QHC was in disarray in 2005. Management under CEO Bruce Laughton no longer enjoyed the confidence of the hospital membership or a significant portion of the board. When he presented his famous seven-step process for slicing and dicing services at the four hospitals under this forced amalgamation, he faced open revolt, much of it from Prince Edward County. Laughton eventually backed down and threw the mess at the feet of the minister.
Enter Scott Rowand.
Rowand had emerged as a rising young administrator from the health care system in Alberta. In 1996 he landed the job as the first CEO of the newly amalgamated Hamilton Health Sciences Centre but was forced out just four years later by Tory Health Minister Elizabeth Witmer after the hospital had racked up a $40 million deficit.
Despite his missteps in Hamilton, the new Liberal government felt Rowand was their man to fix the troubles at yet another failing amalgamationexperiment—this time in Belleville.
His thin report—just 36 pages—was titled New Beginnings; a rather warped description for what was essentially a blueprint to downgrade Trenton Memorial and reduce Prince Edward County Memorial to little more than a first aid station.
He found plenty wrong with QHC. High on his list were the annoying and persistent voices from Prince Edward County.
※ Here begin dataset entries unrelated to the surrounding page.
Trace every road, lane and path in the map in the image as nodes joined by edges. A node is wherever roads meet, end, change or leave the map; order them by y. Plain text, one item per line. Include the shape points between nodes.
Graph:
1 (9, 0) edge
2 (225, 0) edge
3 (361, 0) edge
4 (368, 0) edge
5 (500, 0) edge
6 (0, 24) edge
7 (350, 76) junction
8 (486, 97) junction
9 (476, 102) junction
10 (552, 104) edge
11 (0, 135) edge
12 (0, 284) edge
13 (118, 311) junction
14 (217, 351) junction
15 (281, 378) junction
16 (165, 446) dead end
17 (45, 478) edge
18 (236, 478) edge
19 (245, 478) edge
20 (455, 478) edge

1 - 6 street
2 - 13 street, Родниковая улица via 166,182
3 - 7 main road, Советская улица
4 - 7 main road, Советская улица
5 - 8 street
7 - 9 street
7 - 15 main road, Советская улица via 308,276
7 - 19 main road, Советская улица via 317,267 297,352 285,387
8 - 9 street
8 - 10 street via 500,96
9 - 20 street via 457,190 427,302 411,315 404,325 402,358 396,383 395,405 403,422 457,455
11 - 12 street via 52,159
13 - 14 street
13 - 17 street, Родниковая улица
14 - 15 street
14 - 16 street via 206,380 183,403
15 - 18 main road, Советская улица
He believed the open membership structure— whereby anyone interested could pay $5 and become a voting member—gave the agitated folks in the County too much influence in the governance of the hospital.
He found, too, that few had accepted the imposed amalgamation and were clinging to the unhelpful notion that QHC ‘sites’ were still viewed as ‘hospitals’. He believed the economies promised by amalgamation would remain unrealized until folks, including health care professionals, let go of their community hospital and began to see it as simply a cog in a bigger, more sophisticated system.
Though he wasn’t asked for his views on operations, he opined in his report that the outpost emergency room in Bancroft provided a useful model of what the Picton hospital should become.
Smitherman came to Picton in June of 2006 to release Rowand’s report. He explained how services such as maternity care no longer belonged in small hospitals like Prince Edward County Memorial—that ‘moms and babies are safer’ in larger centres. He was wrong. There were no data to support the statement or the more general belief that the future of modern health care lay in centralized factory hospitals.
For Smitherman, Rowand and their cohort, the pressures of an aging population, increasing role of technology and the shortage of health care professionals spelled only one future for hospitals: centralization and specialization. Bigger and more complex hospitals.
But they didn’t have any data to support their grand plans—all they had was ambition and the conviction of their own ideas.When pressed to explain the risks associated with such a single- minded focus, Rowand famously responded, “shit happens.”
We can all be thankful many in this community rose up in defence of the Picton hospital. People like Eleanor Lindsay-MacDonald, Fran Renoy, Mark Larratt-Smith, Ernie Parsons and Leo Finnegan and many, many more. They’d had plenty of practice.These folks pushed back tirelessly against the tyranny of the singleminded solution.
Today, things are far from perfect at Prince Edward County Memorial Hospital—the pressures of demographics and rising costs have become more pronounced since 2006.The hospital has lost beds to Belleville and more are at risk. But five years later, our hospital is still a hospital.With maternity care and an array of primary care services including a new emergency room and diagnostics centre.
More importantly, our hospital has a future—a future that, with some luck, will see a brand new hospital erected in Picton before the end of this decade. It will feature close collaboration among a broad array of health care professionals and service providers in one location. Electronic records and media links will bring leading specialists, wherever they happen to be, into the discussion between patients and their primary health care providers in Picton.
Many believe, including the new chief administrator at QHC, that Prince Edward County Memorial, rather than shrink into oblivion to support a greater Belleville General Hospital, may soon become a model of rural health care delivery in this province.
We largely averted the fate prescribed by Scott Rowand—but we must remain vigilant, particularly in this, an election year, to press for provincial support for the redevelopment of the Picton hospital.
Scott Rowand was likely decent guy and certainly his passing at 57 years of age came too soon. He was, after all, just a messenger.The one sent to finish the job started by Mike Harris a decade earlier.
And perhaps that is yet another compelling reason why the McGuinty government must go this fall-for it had the opportunity—perhaps responsibility— to reverse or correct some of the poorly considered and ill-fated schemes enacted by Harris.Yet it didn’t. Worse, it acted to cement the worst of these ideas.